Среди туристов в поле зрения городской девочки попадаются и сухумцы и факт появления среди чужаков тех, кто априори считается своим, каждый раз приводит её в замешательство, поскольку с одной стороны рушит выстроенную в голове картину разделённого надвое мира,  с другой, ещё больше будоражит воображение и вызывает жгучую зависть.

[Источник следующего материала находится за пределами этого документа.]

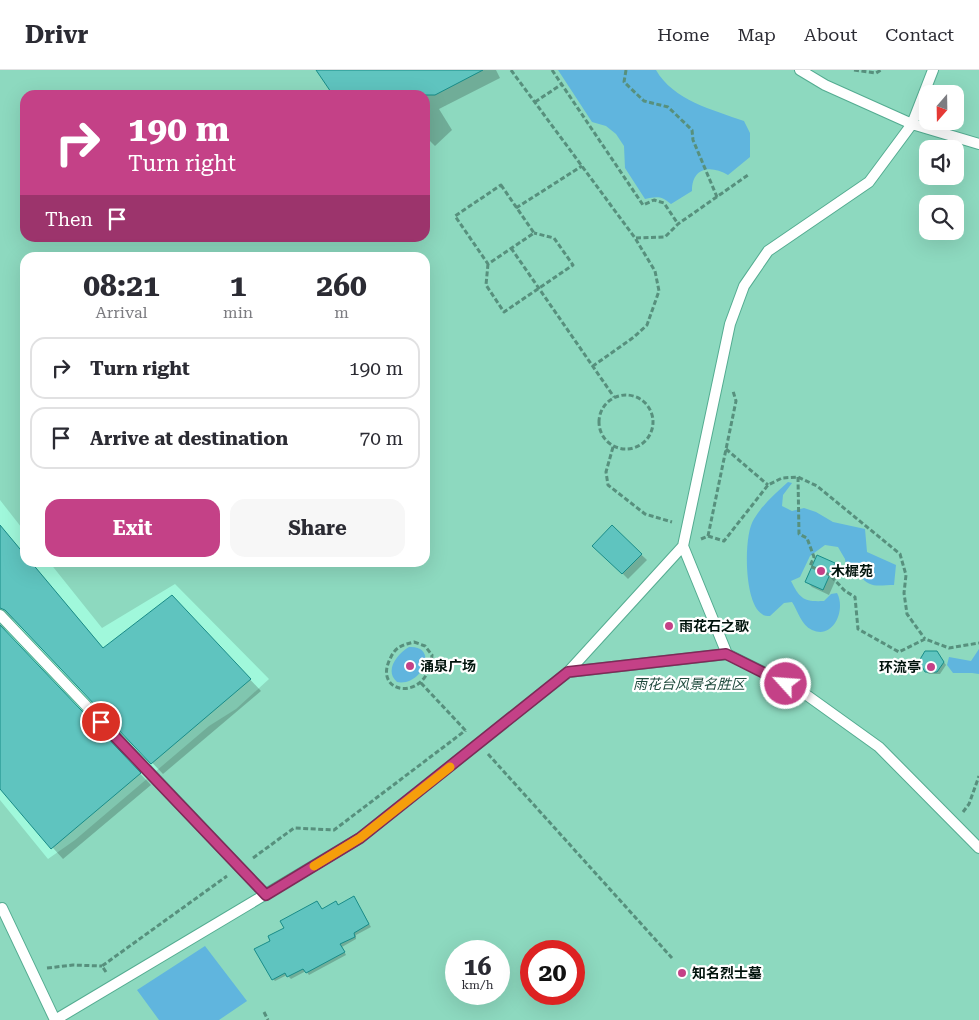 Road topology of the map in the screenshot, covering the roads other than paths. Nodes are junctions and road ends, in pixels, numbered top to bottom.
1 (800, 70) edge
2 (933, 70) edge
3 (912, 124) junction
4 (979, 144) edge
5 (683, 546) junction
6 (0, 615) edge
7 (726, 654) junction
8 (568, 672) junction
9 (979, 848) edge
10 (266, 895) junction
11 (2, 908) dead end
12 (55, 1020) edge

1 - 3 lane
2 - 3 lane
3 - 4 lane
3 - 5 lane
5 - 7 lane
5 - 8 lane
6 - 10 lane
7 - 8 lane
7 - 9 lane
8 - 10 lane
10 - 12 lane
11 - 12 lane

«Вот они ходят туда-сюда, а мы не ходим. И зачем они ходят, а мы нет?» - терзается она, глядя из-под бока мамы Эвелины на одержимых неведомыми целями сухумцев.
Как правило, это либо старшеклассники сухумской десятой школы, в которой преподают мама Эвелина и тётя Ира, либо студенты Сухумского педагогического института, ещё тогда не ставшего университетом.
               
*
- Мама, а им не холодно? – интересуется городская девочка, разглядывая живописно хохочущую группу студенток в купальных костюмах.

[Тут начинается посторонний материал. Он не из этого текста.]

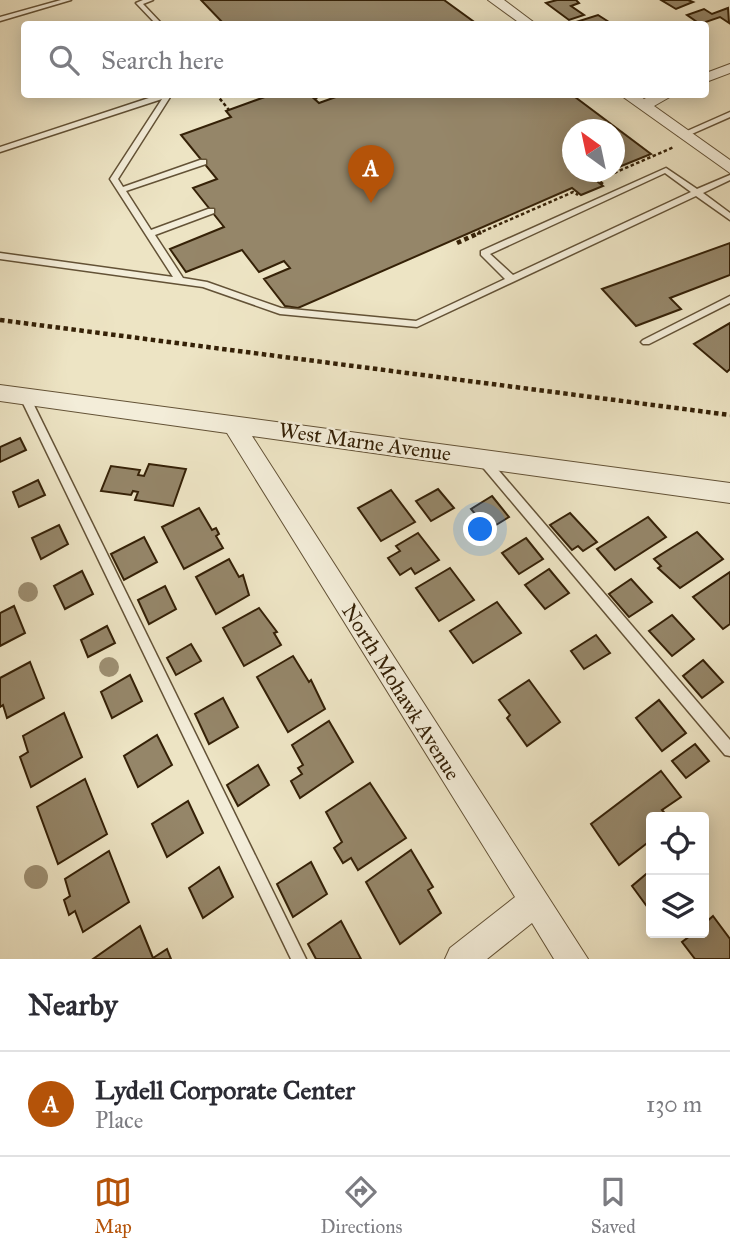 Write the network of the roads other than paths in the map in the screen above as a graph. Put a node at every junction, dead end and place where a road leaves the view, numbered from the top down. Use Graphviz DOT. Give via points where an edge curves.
graph roads {
  1 [pos="68,0"];
  2 [pos="150,0"];
  3 [pos="495,0"];
  4 [pos="138,1"];
  5 [pos="0,19"];
  6 [pos="156,21"];
  7 [pos="525,21"];
  8 [pos="730,68"];
  9 [pos="709,76"];
  10 [pos="159,98"];
  11 [pos="166,98"];
  12 [pos="631,98"];
  13 [pos="659,98"];
  14 [pos="642,106"];
  15 [pos="730,114"];
  16 [pos="682,135"];
  17 [pos="0,150"];
  18 [pos="203,162"];
  19 [pos="730,168"];
  20 [pos="730,177"];
  21 [pos="122,190"];
  22 [pos="696,192"];
  23 [pos="211,211"];
  24 [pos="730,217"];
  25 [pos="150,234"];
  26 [pos="0,256"];
  27 [pos="511,279"];
  28 [pos="180,281"];
  29 [pos="730,299"];
  30 [pos="646,342"];
  31 [pos="0,393"];
  32 [pos="26,397"];
  33 [pos="232,423"];
  34 [pos="482,458"];
  35 [pos="730,493"];
  36 [pos="730,750"];
  37 [pos="534,902"];
  38 [pos="299,959"];
  39 [pos="461,959"];
  40 [pos="572,959"];
  1 -- 5 [label="lane"];
  2 -- 4 [label="lane"];
  3 -- 7 [label="street"];
  4 -- 6 [label="lane"];
  8 -- 9 [label="street"];
  10 -- 17 [label="lane"];
  11 -- 21 [label="lane" via="114,178"];
  12 -- 14 [label="street"];
  13 -- 14 [label="street"];
  14 -- 16 [label="street"];
  15 -- 16 [label="lane"];
  16 -- 19 [label="street"];
  18 -- 21 [label="lane"];
  20 -- 22 [label="lane"];
  21 -- 25 [label="lane"];
  22 -- 24 [label="lane"];
  22 -- 27 [label="lane"];
  22 -- 27 [label="lane" via="666,170 484,253"];
  23 -- 25 [label="lane"];
  25 -- 28 [label="lane"];
  26 -- 28 [label="lane"];
  27 -- 28 [label="lane" via="417,324 280,311 204,284"];
  29 -- 30 [label="lane"];
  31 -- 32 [label="street, West Marne Avenue"];
  32 -- 33 [label="street, West Marne Avenue"];
  32 -- 38 [label="lane"];
  33 -- 34 [label="street, West Marne Avenue"];
  33 -- 37 [label="street, North Mohawk Avenue"];
  34 -- 35 [label="street, West Marne Avenue"];
  34 -- 36 [label="lane"];
  37 -- 39 [label="street"];
  37 -- 40 [label="street, North Mohawk Avenue"];
}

- Нет, как видишь, - смеётся в ответ мама Эвелина.
«Купальники  предназначаются для моря, а не для гор», - сумрачно осуждает про себя принимающих солнечные ванны туристок городская девочка, исподлобья разглядывая брызгающуюся речной водой группу и мучаясь от необходимости объединить в себе зависть к свободным от страха подхватить простуду девушкам и вопиющим нарушением ими же мирового порядка.
Нарушается же мировой порядок повсеместно.
К примеру, сидят прямо на траве в кругу девушки и поют песню. А неподалёку от поющей группы парень изловчившись, сталкивает в речку двух вскарабкавшихся на большой мшистый валун подруги с хохотом спрыгнув в речные воды, они кричат, обжигаясь об их ледяное прикосновение. Вдоль речного берега с праздным видом прогуливается народ. Среди прогуливающихся  - Виолетта Маан, соседка по сухумскому дому. Мама Эвелина уже успела пообщаться с ней, красивой, оживлённой, счастливой безудержным молодым весельем. Тут же, неподалёку от прогуливающихся, мужчины гоняют мяч на заросшей густым разнотравьем поляне.
«Непорядок», - мрачно думает городская девочка, тайно изнывая от смутных желаний сопричастности к происходящему вокруг.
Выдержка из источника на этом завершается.